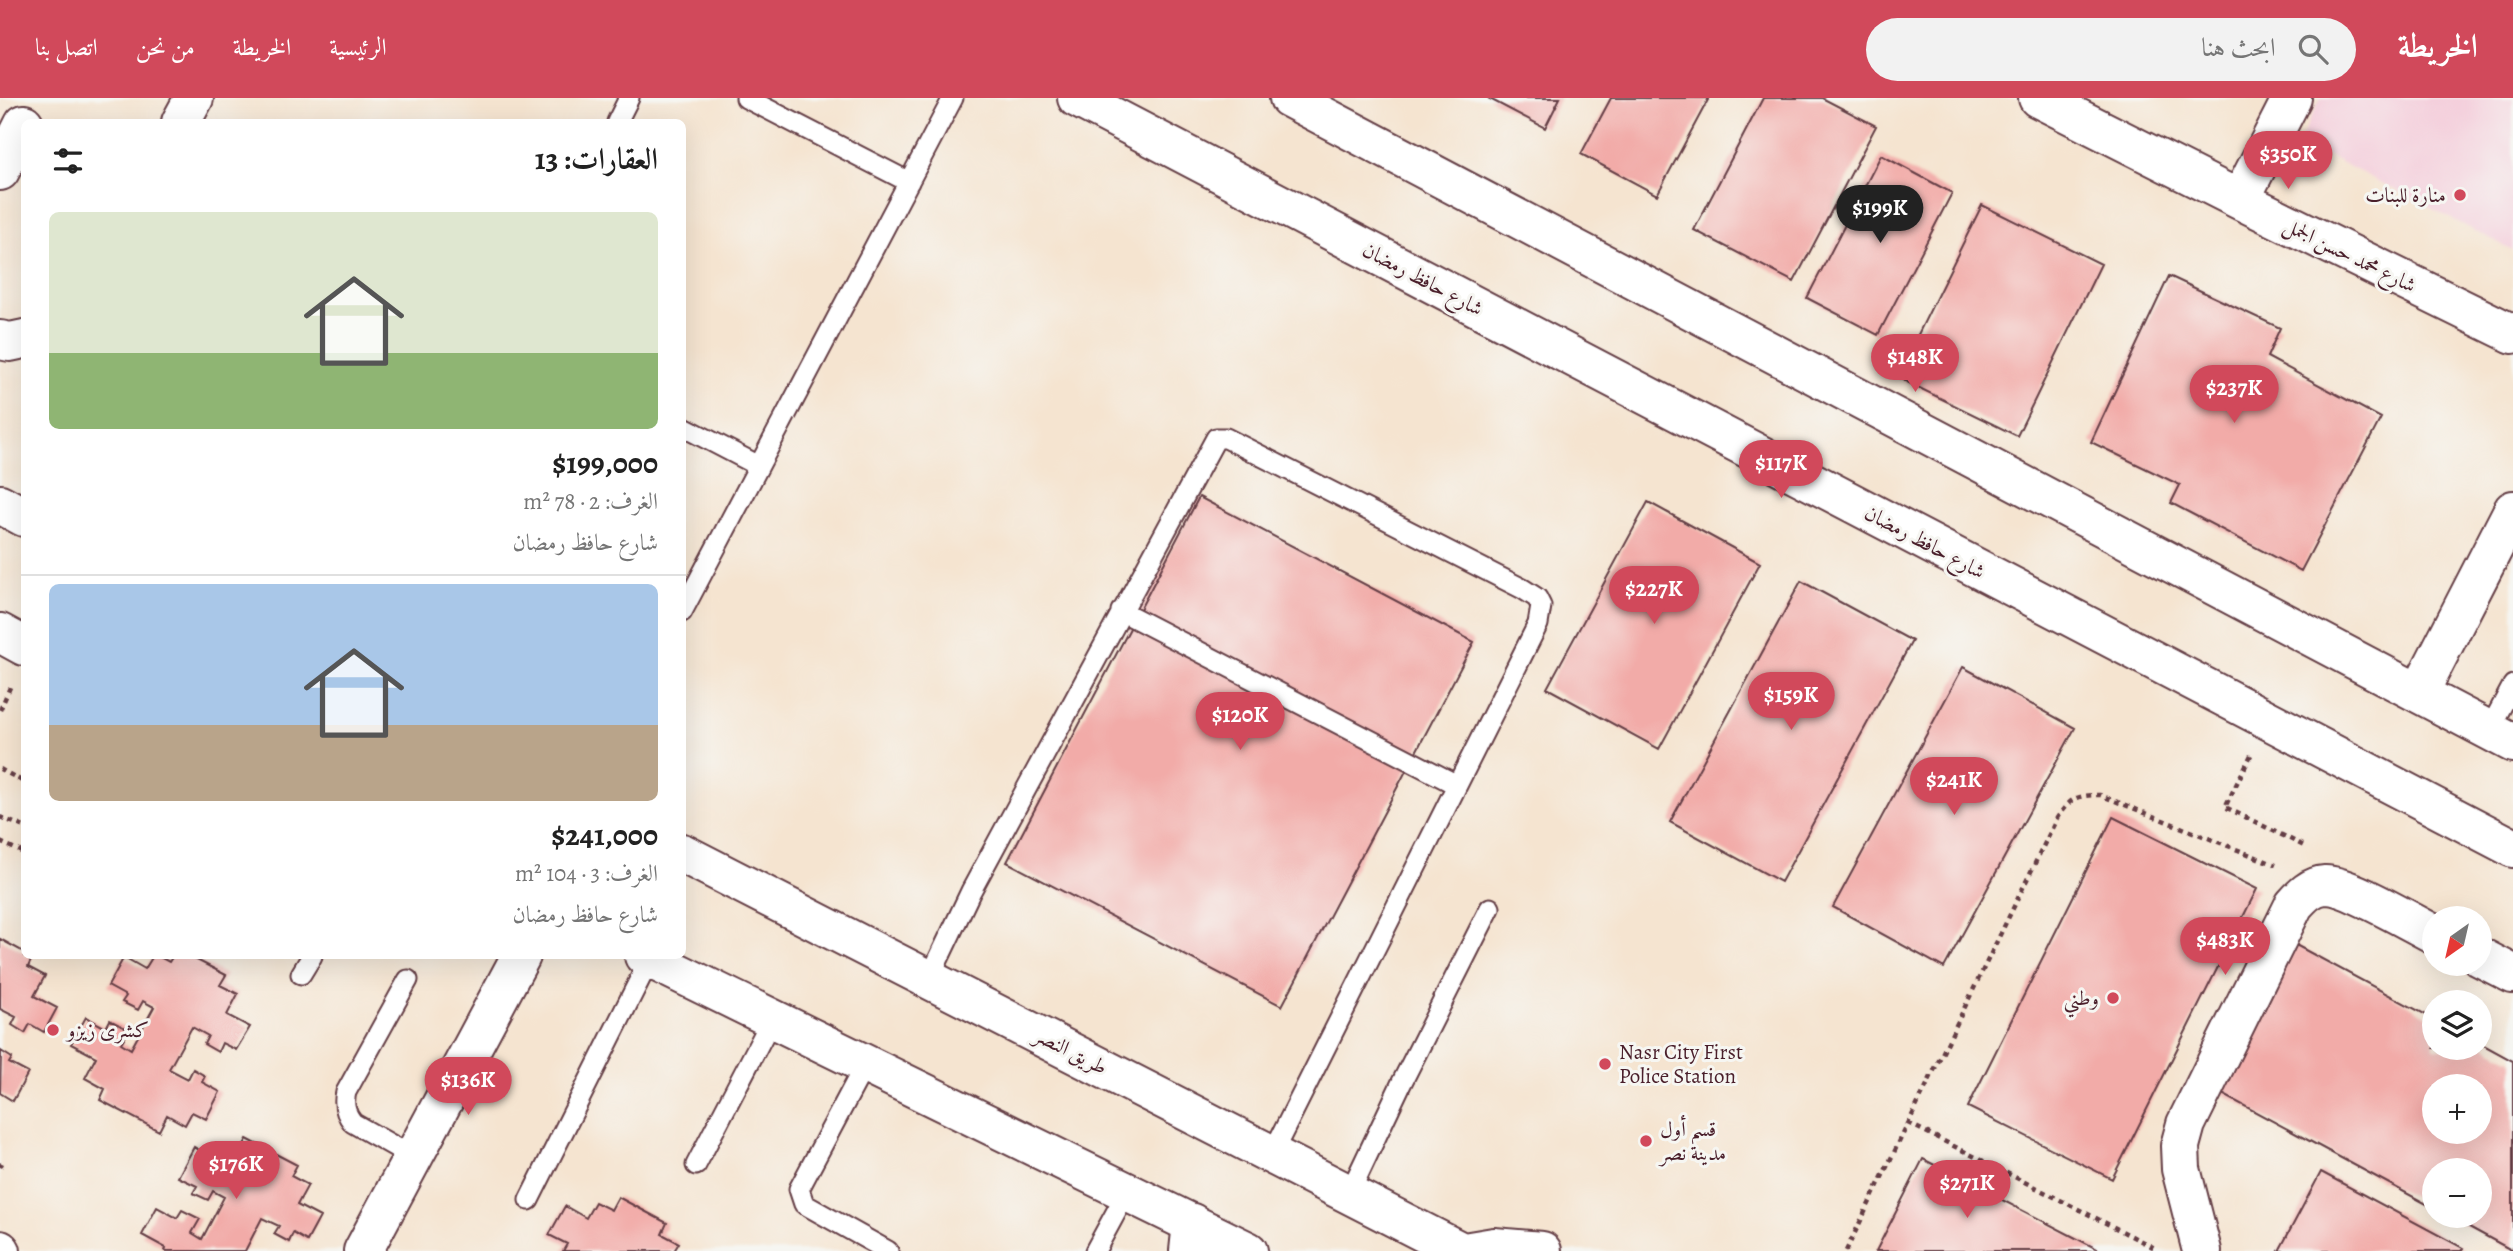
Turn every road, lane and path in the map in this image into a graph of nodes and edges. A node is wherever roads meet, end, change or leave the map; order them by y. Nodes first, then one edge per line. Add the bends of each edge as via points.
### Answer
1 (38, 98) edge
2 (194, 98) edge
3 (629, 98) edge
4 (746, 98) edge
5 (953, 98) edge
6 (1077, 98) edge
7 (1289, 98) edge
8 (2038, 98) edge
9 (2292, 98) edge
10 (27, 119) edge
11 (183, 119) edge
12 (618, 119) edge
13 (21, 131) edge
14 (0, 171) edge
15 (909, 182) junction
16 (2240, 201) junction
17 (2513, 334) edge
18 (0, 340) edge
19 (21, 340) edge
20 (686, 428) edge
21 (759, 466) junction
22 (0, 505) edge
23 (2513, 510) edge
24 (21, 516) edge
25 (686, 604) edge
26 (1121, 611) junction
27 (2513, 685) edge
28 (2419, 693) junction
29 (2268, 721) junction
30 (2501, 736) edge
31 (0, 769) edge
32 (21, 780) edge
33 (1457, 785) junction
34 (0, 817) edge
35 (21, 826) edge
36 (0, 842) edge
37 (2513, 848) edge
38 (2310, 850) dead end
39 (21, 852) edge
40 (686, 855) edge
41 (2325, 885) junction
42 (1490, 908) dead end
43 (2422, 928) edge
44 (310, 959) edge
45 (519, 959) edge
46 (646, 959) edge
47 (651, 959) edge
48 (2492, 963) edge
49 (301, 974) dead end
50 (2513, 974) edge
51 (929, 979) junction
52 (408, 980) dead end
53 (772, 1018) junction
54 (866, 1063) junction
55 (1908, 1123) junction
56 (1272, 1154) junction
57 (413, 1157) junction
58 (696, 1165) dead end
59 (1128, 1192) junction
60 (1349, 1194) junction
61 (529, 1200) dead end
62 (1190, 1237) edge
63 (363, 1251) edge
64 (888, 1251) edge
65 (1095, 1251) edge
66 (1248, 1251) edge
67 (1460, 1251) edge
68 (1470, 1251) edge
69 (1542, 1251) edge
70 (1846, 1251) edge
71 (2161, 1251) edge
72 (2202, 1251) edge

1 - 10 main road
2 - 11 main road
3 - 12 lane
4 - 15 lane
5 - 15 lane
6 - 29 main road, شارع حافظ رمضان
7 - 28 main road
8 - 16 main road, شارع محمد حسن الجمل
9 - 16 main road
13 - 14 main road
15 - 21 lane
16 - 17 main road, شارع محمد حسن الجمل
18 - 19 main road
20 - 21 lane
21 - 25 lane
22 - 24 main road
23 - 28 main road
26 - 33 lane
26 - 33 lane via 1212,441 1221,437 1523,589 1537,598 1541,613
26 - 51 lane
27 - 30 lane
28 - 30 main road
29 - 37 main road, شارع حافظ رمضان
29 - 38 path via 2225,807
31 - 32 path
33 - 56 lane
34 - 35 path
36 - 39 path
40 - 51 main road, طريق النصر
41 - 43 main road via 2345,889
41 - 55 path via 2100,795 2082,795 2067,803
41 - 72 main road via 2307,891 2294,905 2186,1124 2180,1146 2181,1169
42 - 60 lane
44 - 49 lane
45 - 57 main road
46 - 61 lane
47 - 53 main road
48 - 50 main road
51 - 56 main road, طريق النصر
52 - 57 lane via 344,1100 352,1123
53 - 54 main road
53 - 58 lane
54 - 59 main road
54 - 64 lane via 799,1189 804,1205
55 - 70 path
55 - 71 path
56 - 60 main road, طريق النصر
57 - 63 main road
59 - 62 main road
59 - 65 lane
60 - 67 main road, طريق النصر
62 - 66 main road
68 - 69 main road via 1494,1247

-=-=-

Retype each line of the listing above word for word. Exclude the pictures.

Turn every road, lane and path in the map in this image into a graph of nodes and edges. A node is wherever roads meet, end, change or leave the map; order them by y. Nodes first, then one edge per line. Add the bends of each edge as via points.
### Answer
1 (38, 98) edge
2 (194, 98) edge
3 (629, 98) edge
4 (746, 98) edge
5 (953, 98) edge
6 (1077, 98) edge
7 (1289, 98) edge
8 (2038, 98) edge
9 (2292, 98) edge
10 (27, 119) edge
11 (183, 119) edge
12 (618, 119) edge
13 (21, 131) edge
14 (0, 171) edge
15 (909, 182) junction
16 (2240, 201) junction
17 (2513, 334) edge
18 (0, 340) edge
19 (21, 340) edge
20 (686, 428) edge
21 (759, 466) junction
22 (0, 505) edge
23 (2513, 510) edge
24 (21, 516) edge
25 (686, 604) edge
26 (1121, 611) junction
27 (2513, 685) edge
28 (2419, 693) junction
29 (2268, 721) junction
30 (2501, 736) edge
31 (0, 769) edge
32 (21, 780) edge
33 (1457, 785) junction
34 (0, 817) edge
35 (21, 826) edge
36 (0, 842) edge
37 (2513, 848) edge
38 (2310, 850) dead end
39 (21, 852) edge
40 (686, 855) edge
41 (2325, 885) junction
42 (1490, 908) dead end
43 (2422, 928) edge
44 (310, 959) edge
45 (519, 959) edge
46 (646, 959) edge
47 (651, 959) edge
48 (2492, 963) edge
49 (301, 974) dead end
50 (2513, 974) edge
51 (929, 979) junction
52 (408, 980) dead end
53 (772, 1018) junction
54 (866, 1063) junction
55 (1908, 1123) junction
56 (1272, 1154) junction
57 (413, 1157) junction
58 (696, 1165) dead end
59 (1128, 1192) junction
60 (1349, 1194) junction
61 (529, 1200) dead end
62 (1190, 1237) edge
63 (363, 1251) edge
64 (888, 1251) edge
65 (1095, 1251) edge
66 (1248, 1251) edge
67 (1460, 1251) edge
68 (1470, 1251) edge
69 (1542, 1251) edge
70 (1846, 1251) edge
71 (2161, 1251) edge
72 (2202, 1251) edge

1 - 10 main road
2 - 11 main road
3 - 12 lane
4 - 15 lane
5 - 15 lane
6 - 29 main road, شارع حافظ رمضان
7 - 28 main road
8 - 16 main road, شارع محمد حسن الجمل
9 - 16 main road
13 - 14 main road
15 - 21 lane
16 - 17 main road, شارع محمد حسن الجمل
18 - 19 main road
20 - 21 lane
21 - 25 lane
22 - 24 main road
23 - 28 main road
26 - 33 lane
26 - 33 lane via 1212,441 1221,437 1523,589 1537,598 1541,613
26 - 51 lane
27 - 30 lane
28 - 30 main road
29 - 37 main road, شارع حافظ رمضان
29 - 38 path via 2225,807
31 - 32 path
33 - 56 lane
34 - 35 path
36 - 39 path
40 - 51 main road, طريق النصر
41 - 43 main road via 2345,889
41 - 55 path via 2100,795 2082,795 2067,803
41 - 72 main road via 2307,891 2294,905 2186,1124 2180,1146 2181,1169
42 - 60 lane
44 - 49 lane
45 - 57 main road
46 - 61 lane
47 - 53 main road
48 - 50 main road
51 - 56 main road, طريق النصر
52 - 57 lane via 344,1100 352,1123
53 - 54 main road
53 - 58 lane
54 - 59 main road
54 - 64 lane via 799,1189 804,1205
55 - 70 path
55 - 71 path
56 - 60 main road, طريق النصر
57 - 63 main road
59 - 62 main road
59 - 65 lane
60 - 67 main road, طريق النصر
62 - 66 main road
68 - 69 main road via 1494,1247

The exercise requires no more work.